Two endurance bikes, two ways to fight road buzz.
The Caledonia leans on a stiff, traditional frame and fat tires. The Roubaix bolts a 20 mm suspension cartridge under the stem and treats 38 mm rubber as a baseline.
Caledonia
- Easier to live with — external cable routing, standard 27.2 mm seatpost, no proprietary tools needed for headset service.
- Sharper handling — 30 mm lower stack and 17 mm shorter wheelbase at size 54 give it real race-bike feel.
- Frame parity with Caledonia 5 — same geometry, tube shapes, and carbon layup as Cervelo's flagship endurance frame.
- No active suspension — compliance comes from tires and frame, so very rough roads are firmer than a Roubaix.
- Stock alloy cockpit and 27.2 mm aluminum seatpost are flagged by reviewers as begging for upgrade.
Roubaix
- Class-leading bump absorption — 20 mm Future Shock travel up front plus 18 mm Pavé seatpost flex out back; reviewers call it 'game-changing' on broken roads.
- Wider tire clearance (38 mm) — genuine light-gravel capability without swapping bikes.

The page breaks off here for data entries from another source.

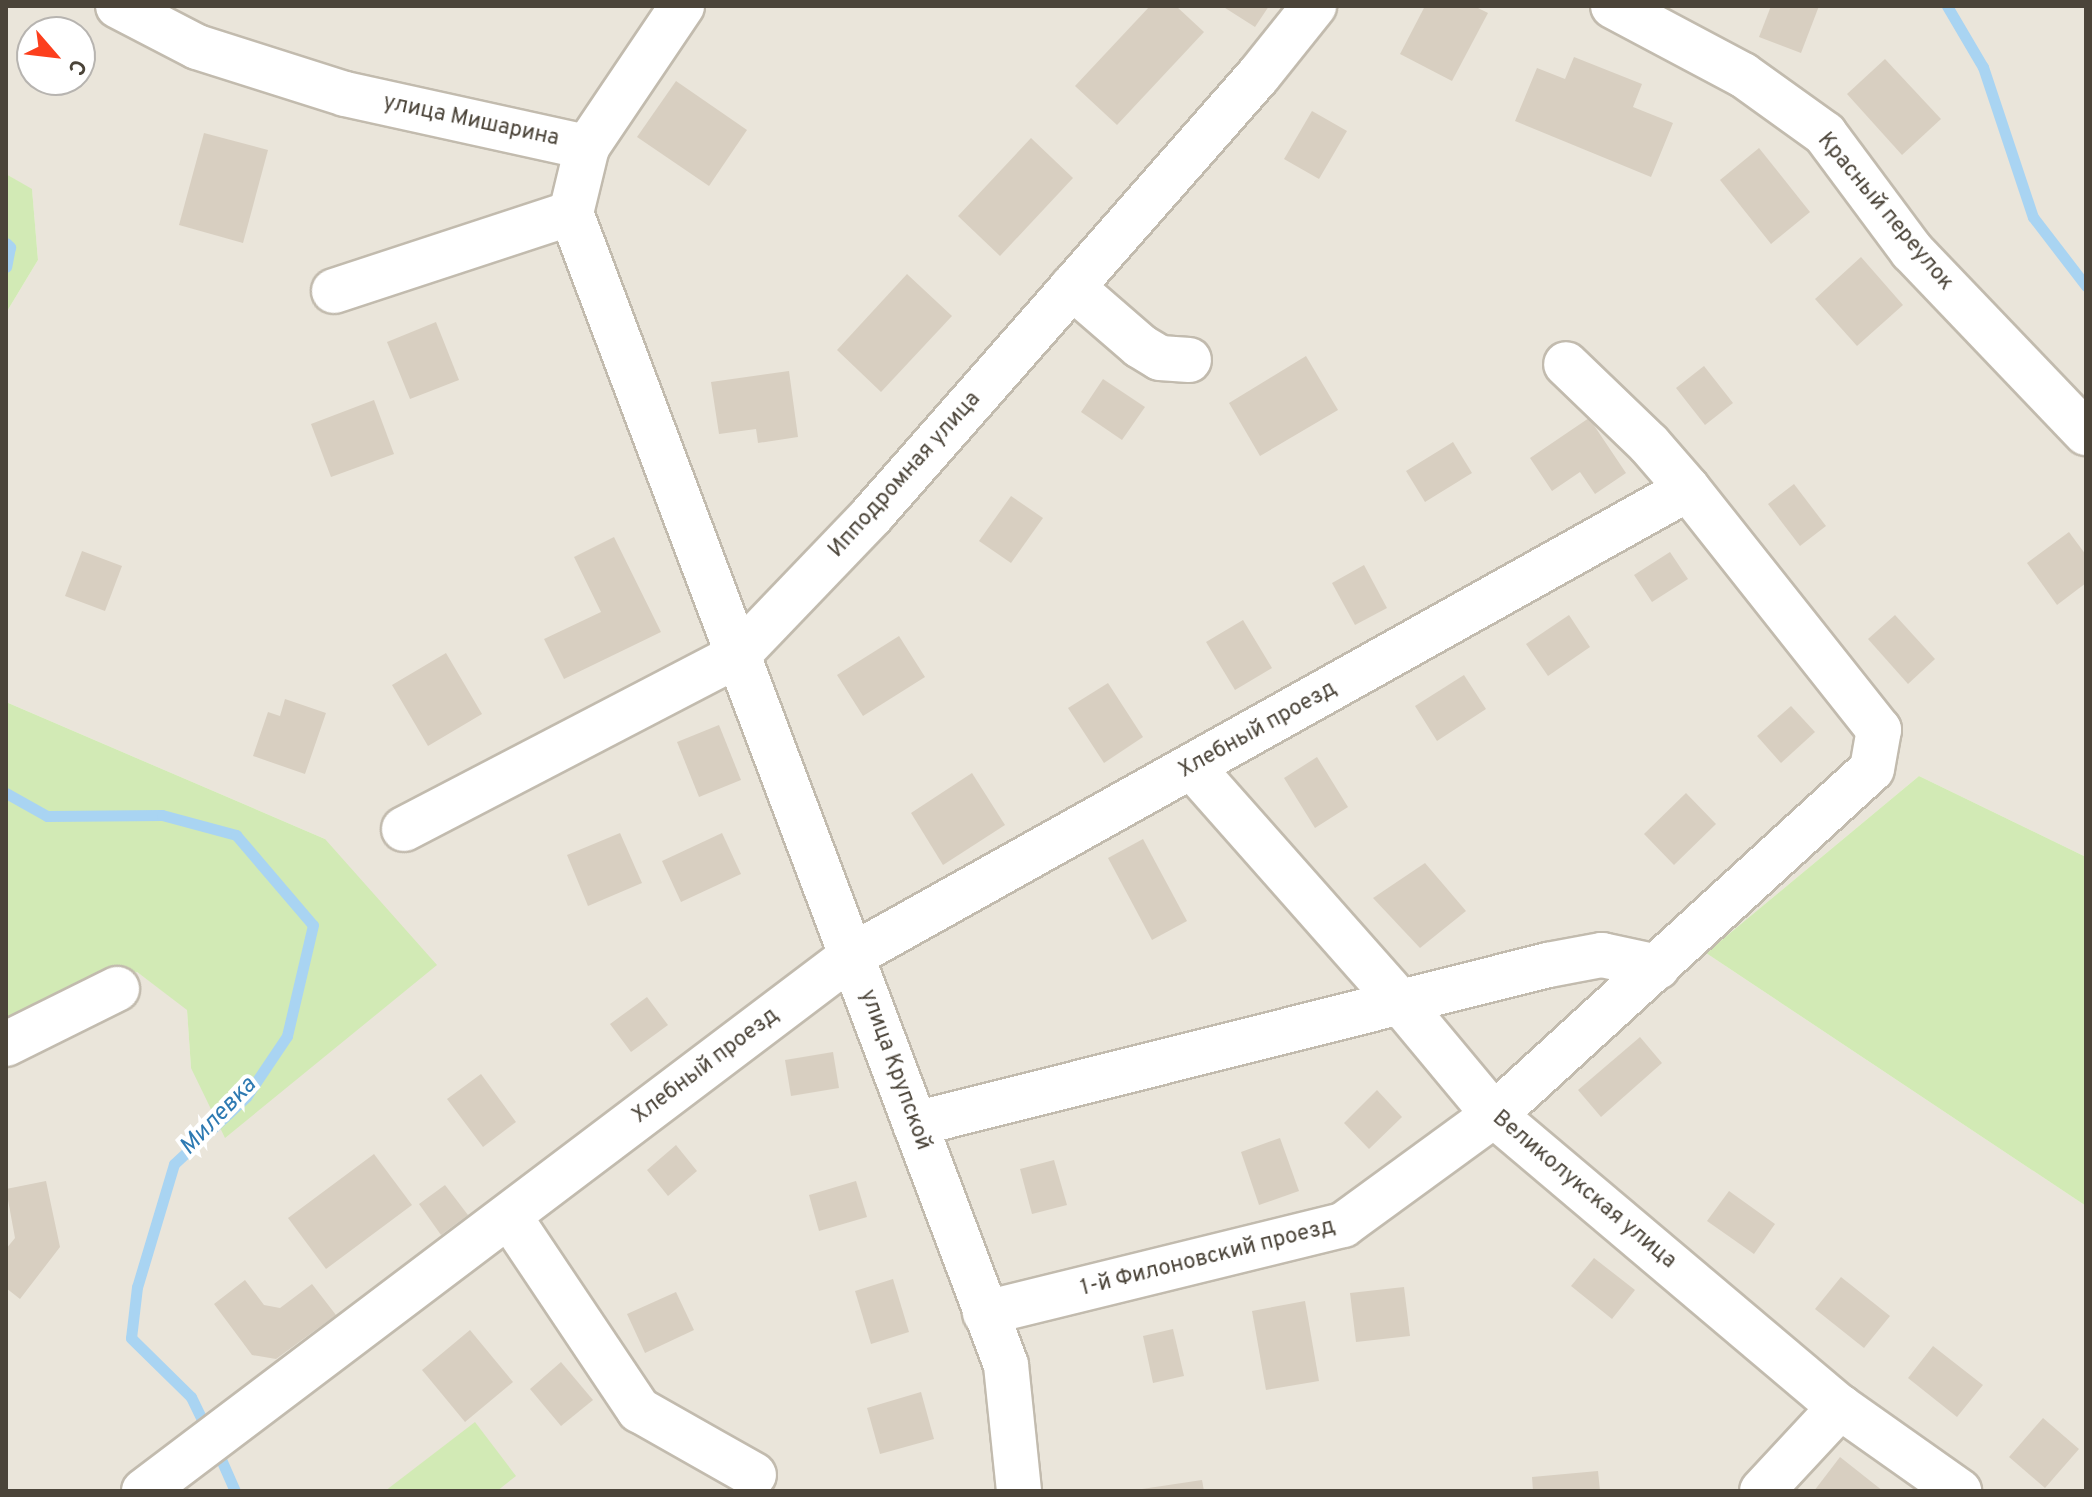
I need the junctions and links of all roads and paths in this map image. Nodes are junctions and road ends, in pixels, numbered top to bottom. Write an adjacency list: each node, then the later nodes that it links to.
1 (682, 6): 5 (street)
2 (1314, 6): 7 (street, Ипподромная улица)
3 (1613, 6): 11 (street, Красный переулок)
4 (143, 12): 5 (street, улица Мишарина)
5 (587, 147): 6 (street, улица Мишарина)
6 (571, 213): 8 (street); 13 (street)
7 (1072, 287): 9 (street); 13 (street, Ипподромная улица)
8 (334, 291)
9 (1189, 360)
10 (1566, 364): 12 (street)
11 (2086, 433)
12 (1688, 489): 14 (street, Хлебный проезд); 17 (street)
13 (737, 656): 15 (street, Ипподромная улица); 16 (street, улица Крупской)
14 (1192, 767): 16 (street, Хлебный проезд); 19 (street, Великолукская улица)
15 (404, 829)
16 (853, 955): 22 (street, улица Крупской); 23 (street, Хлебный проезд)
17 (1658, 967): 19 (street); 21 (street)
18 (117, 989): 20 (street)
19 (1400, 1002): 21 (street, Великолукская улица); 22 (street)
20 (6, 1044)
21 (1494, 1115): 24 (street, 1-й Филоновский проезд); 25 (street, Великолукская улица)
22 (915, 1124): 24 (street, улица Крупской)
23 (509, 1216): 26 (street); 27 (street, Хлебный проезд)
24 (985, 1313): 28 (street, улица Крупской)
25 (1840, 1407): 29 (street); 30 (street, Великолукская улица)
26 (754, 1475)
27 (144, 1491)
28 (1019, 1491)
29 (1762, 1491)
30 (1959, 1491)

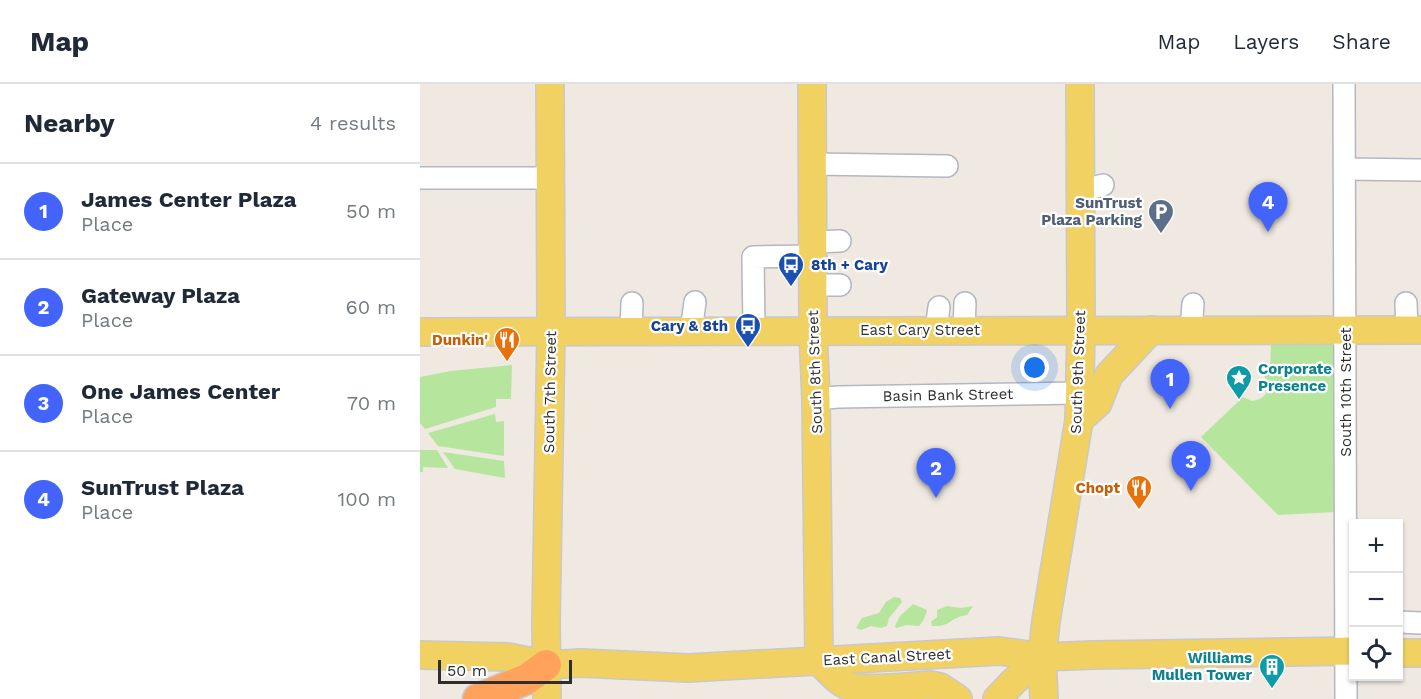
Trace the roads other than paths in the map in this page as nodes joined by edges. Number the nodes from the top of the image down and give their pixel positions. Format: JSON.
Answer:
{"nodes":[{"id":1,"x":550,"y":84,"type":"edge"},
{"id":2,"x":812,"y":84,"type":"edge"},
{"id":3,"x":1080,"y":84,"type":"edge"},
{"id":4,"x":1344,"y":84,"type":"edge"},
{"id":5,"x":813,"y":164,"type":"junction"},
{"id":6,"x":947,"y":166,"type":"dead end"},
{"id":7,"x":1345,"y":169,"type":"junction"},
{"id":8,"x":1421,"y":170,"type":"edge"},
{"id":9,"x":420,"y":178,"type":"edge"},
{"id":10,"x":551,"y":178,"type":"junction"},
{"id":11,"x":840,"y":241,"type":"dead end"},
{"id":12,"x":813,"y":249,"type":"junction"},
{"id":13,"x":813,"y":285,"type":"junction"},
{"id":14,"x":840,"y":285,"type":"dead end"},
{"id":15,"x":695,"y":302,"type":"dead end"},
{"id":16,"x":632,"y":303,"type":"dead end"},
{"id":17,"x":965,"y":303,"type":"dead end"},
{"id":18,"x":1406,"y":303,"type":"dead end"},
{"id":19,"x":964,"y":330,"type":"junction"},
{"id":20,"x":1081,"y":330,"type":"junction"},
{"id":21,"x":1150,"y":330,"type":"junction"},
{"id":22,"x":1346,"y":330,"type":"junction"},
{"id":23,"x":1414,"y":330,"type":"edge"},
{"id":24,"x":631,"y":331,"type":"junction"},
{"id":25,"x":691,"y":331,"type":"junction"},
{"id":26,"x":753,"y":331,"type":"junction"},
{"id":27,"x":813,"y":331,"type":"junction"},
{"id":28,"x":420,"y":332,"type":"edge"},
{"id":29,"x":551,"y":332,"type":"junction"},
{"id":30,"x":1079,"y":393,"type":"junction"},
{"id":31,"x":816,"y":399,"type":"junction"},
{"id":32,"x":1079,"y":420,"type":"junction"},
{"id":33,"x":1349,"y":519,"type":"edge"},
{"id":34,"x":1403,"y":622,"type":"edge"},
{"id":35,"x":1421,"y":623,"type":"edge"},
{"id":36,"x":1349,"y":651,"type":"edge"},
{"id":37,"x":1403,"y":653,"type":"edge"},
{"id":38,"x":1421,"y":653,"type":"edge"},
{"id":39,"x":420,"y":654,"type":"edge"},
{"id":40,"x":1042,"y":657,"type":"junction"},
{"id":41,"x":819,"y":661,"type":"junction"},
{"id":42,"x":1349,"y":663,"type":"edge"},
{"id":43,"x":546,"y":664,"type":"junction"},
{"id":44,"x":477,"y":699,"type":"edge"},
{"id":45,"x":547,"y":699,"type":"edge"},
{"id":46,"x":958,"y":699,"type":"edge"},
{"id":47,"x":997,"y":699,"type":"edge"},
{"id":48,"x":1044,"y":699,"type":"edge"},
{"id":49,"x":1346,"y":699,"type":"edge"}],
"edges":[{"from":1,"to":10,"type":"main road","name":"South 7th Street"},
{"from":2,"to":5,"type":"main road","name":"South 8th Street"},
{"from":3,"to":20,"type":"main road","name":"South 9th Street"},
{"from":4,"to":7,"type":"street","name":"South 10th Street"},
{"from":5,"to":6,"type":"street"},
{"from":5,"to":12,"type":"main road","name":"South 8th Street"},
{"from":7,"to":8,"type":"street"},
{"from":7,"to":22,"type":"street","name":"South 10th Street"},
{"from":9,"to":10,"type":"street"},
{"from":10,"to":29,"type":"main road","name":"South 7th Street"},
{"from":11,"to":12,"type":"street"},
{"from":12,"to":13,"type":"main road","name":"South 8th Street"},
{"from":12,"to":26,"type":"street"},
{"from":13,"to":14,"type":"street"},
{"from":13,"to":27,"type":"main road","name":"South 8th Street"},
{"from":15,"to":25,"type":"street"},
{"from":16,"to":24,"type":"street"},
{"from":17,"to":19,"type":"street"},
{"from":18,"to":23,"type":"street"},
{"from":19,"to":20,"type":"main road","name":"East Cary Street"},
{"from":19,"to":27,"type":"main road","name":"East Cary Street"},
{"from":20,"to":21,"type":"main road","name":"East Cary Street"},
{"from":20,"to":30,"type":"main road","name":"South 9th Street"},
{"from":21,"to":22,"type":"main road","name":"East Cary Street"},
{"from":21,"to":32,"type":"main road"},
{"from":22,"to":23,"type":"main road","name":"East Cary Street"},
{"from":22,"to":33,"type":"street","name":"South 10th Street"},
{"from":24,"to":25,"type":"main road","name":"East Cary Street"},
{"from":24,"to":29,"type":"main road","name":"East Cary Street"},
{"from":25,"to":26,"type":"main road","name":"East Cary Street"},
{"from":26,"to":27,"type":"main road","name":"East Cary Street"},
{"from":27,"to":31,"type":"main road","name":"South 8th Street"},
{"from":28,"to":29,"type":"main road","name":"East Cary Street"},
{"from":29,"to":43,"type":"main road","name":"South 7th Street"},
{"from":30,"to":31,"type":"street","name":"Basin Bank Street"},
{"from":30,"to":32,"type":"main road","name":"South 9th Street"},
{"from":31,"to":41,"type":"main road","name":"South 8th Street"},
{"from":32,"to":40,"type":"main road","name":"South 9th Street"},
{"from":34,"to":35,"type":"street"},
{"from":36,"to":40,"type":"main road","name":"East Canal Street"},
{"from":37,"to":38,"type":"main road"},
{"from":39,"to":43,"type":"main road","name":"East Canal Street"},
{"from":40,"to":41,"type":"main road","name":"East Canal Street"},
{"from":40,"to":47,"type":"main road"},
{"from":40,"to":48,"type":"main road","name":"South 9th Street"},
{"from":41,"to":43,"type":"main road","name":"East Canal Street"},
{"from":41,"to":46,"type":"main road"},
{"from":42,"to":49,"type":"street","name":"South 10th Street"},
{"from":43,"to":44,"type":"highway"},
{"from":43,"to":45,"type":"main road","name":"South 7th Street"}]}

- Power meter included — even the mid-tier Expert ships with a single-sided Shimano power meter.
- 30 mm taller stack at size 54 — if you came from a race bike, the position will feel upright.
- Proprietary headset and hidden seatpost expander bolt frustrate home mechanics; some reviewers call them 'finicky' and 'goofy.'
Editor’s analysis
This isn't an endurance-vs-endurance fight. It's active suspension against let the tires do it — and the right answer depends on what your local roads actually look like.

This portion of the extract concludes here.